The San Jose City Council needs to get a grip on its demeanor in public. They’ve been a bit out of control with some recent comments. I was surprised but not amazed to see the statements from City Hall revolving around the topic of public drunkenness and arrests by the San Jose Police Department in the Downtown area. Basically, several members were quoted saying they’re appalled at the number of arrests, and the disparity in the arrest rate of Hispanics, far out to proportion to their one-third share of the San Jose population.
It is not surprising that the Council is out of touch on certain issues. But the situation has become frightening to those trying to live or run small businesses in Central San Jose. It’s also bad for anyone trying to get a cop in Evergreen or Almaden—while police are stuck Downtown, dealing with clubs whose customers display obnoxious, and in many cases, dangerous behavior. Clubs that happen to be politically connected.

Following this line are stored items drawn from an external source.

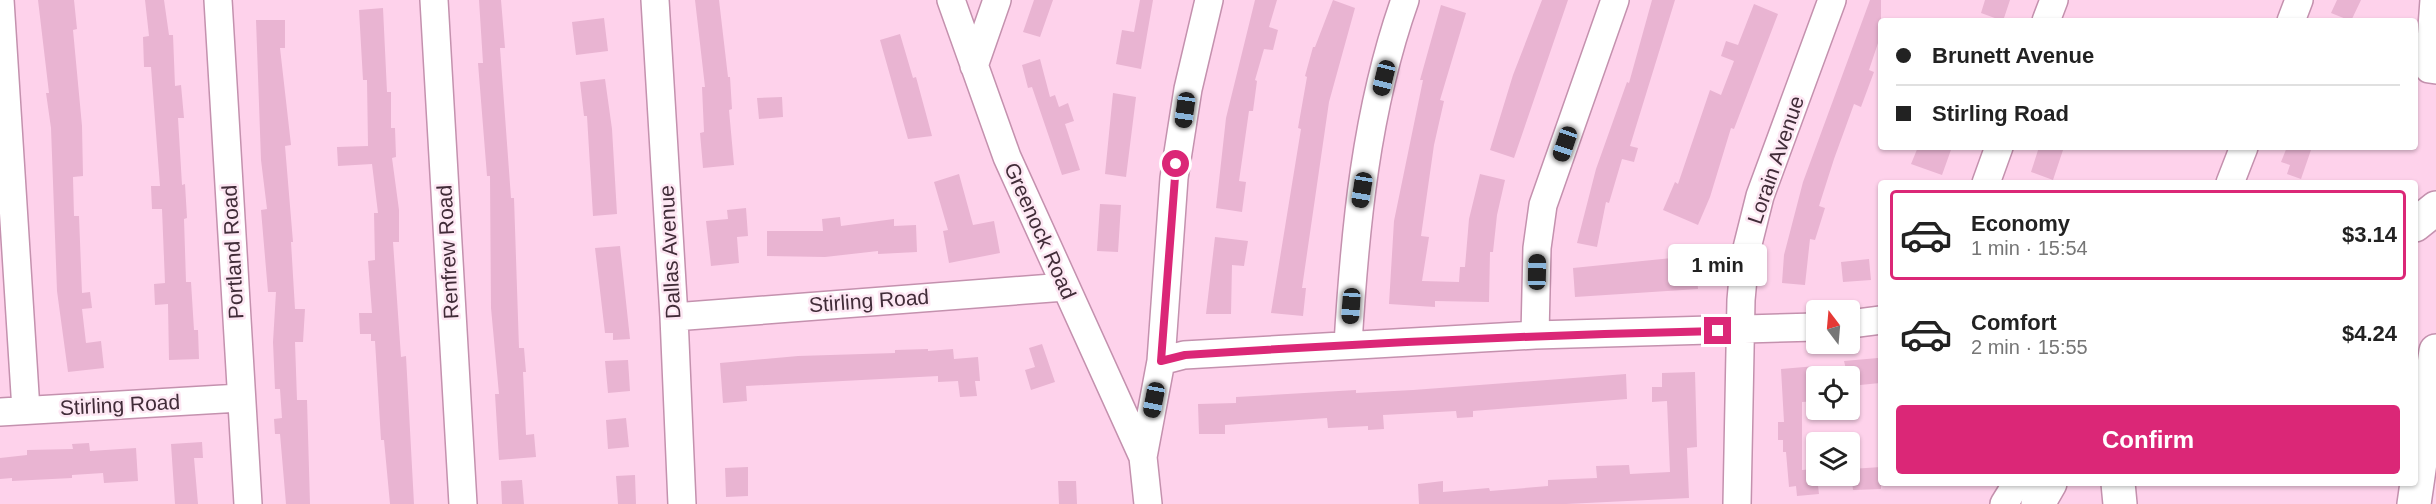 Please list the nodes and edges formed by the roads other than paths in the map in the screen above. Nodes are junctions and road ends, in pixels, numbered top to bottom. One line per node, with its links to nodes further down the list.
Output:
1 (0, 0): 35 (street)
2 (218, 0): 34 (street, Portland Road)
3 (434, 0): 44 (street, Renfrew Road)
4 (655, 0): 25 (street, Dallas Avenue)
5 (951, 0): 16 (street, Greenock Road)
6 (997, 0): 16 (street)
7 (1209, 0): 33 (street)
8 (1405, 0): 31 (street)
9 (1615, 0): 30 (street)
10 (1832, 0): 29 (street, Lorain Avenue)
11 (2054, 0): 14 (street)
12 (2299, 0): 15 (street)
13 (2434, 0): 17 (street)
14 (2047, 18)
15 (2292, 18)
16 (974, 66): 24 (street, Greenock Road)
17 (2436, 70)
18 (1998, 150): 20 (street)
19 (2243, 150): 21 (street)
20 (1987, 180)
21 (2231, 180)
22 (2436, 208): 23 (highway)
23 (2418, 223)
24 (1065, 287): 25 (street, Stirling Road); 36 (street, Greenock Road)
25 (674, 317): 45 (street, Dallas Avenue)
26 (1878, 320): 27 (street)
27 (1860, 323)
28 (1806, 328): 29 (street)
29 (1741, 331): 30 (street); 47 (street, Lorain Avenue)
30 (1535, 335): 31 (street)
31 (1348, 344): 33 (street)
32 (2436, 351): 37 (highway)
33 (1161, 361): 36 (street)
34 (240, 398): 35 (street, Stirling Road); 43 (street, Portland Road)
35 (13, 411)
36 (1143, 457): 46 (street)
37 (2418, 476)
38 (2015, 486): 48 (street)
39 (2048, 486): 49 (highway)
40 (2118, 486): 50 (highway)
41 (2400, 486): 51 (highway)
42 (2417, 486): 52 (highway)
43 (248, 504)
44 (463, 504)
45 (682, 504)
46 (1148, 504)
47 (1737, 504)
48 (2004, 504)
49 (2038, 504)
50 (2120, 504)
51 (2401, 504)
52 (2414, 504)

Contrary to some opinion, this is not a battle between club patrons and future condo dwellers—that misses the point completely. It is a struggle being waged by those who to insist on legal, and even civil, behavior in our Downtown and our city.
It is now time to call things simply and truthfully. Hurt feelings and bad publicity are preferable to more deaths and dangerous activity. Although it is not what anyone wants to say about Downtown, here it is. There have been murders by gun, knife and SUV rage—drugs and alcohol are often involved. The club culture, nurtured by these few politically connected clubs and a bevy or lawyers, has allowed Downtown to become the center of much carnage and a magnet for trouble-makers from throughout the region. The police are overwhelmed and club bouncers act like it’s the Old West.
That’s the sad fact of it. There are a few more simple items to bring forward.
First, the clubs and other entertainment venues Downtown draw far more people of color than the city population (which may account for the racial imbalance shown in the arrest statistics) and a younger, mostly male crowd. Second, the concentration of clubs is at a saturation level (we would not allow 30 to 40 drive-in restaurants or gas stations to become so concentrated, and few people are shot at McDonald’s).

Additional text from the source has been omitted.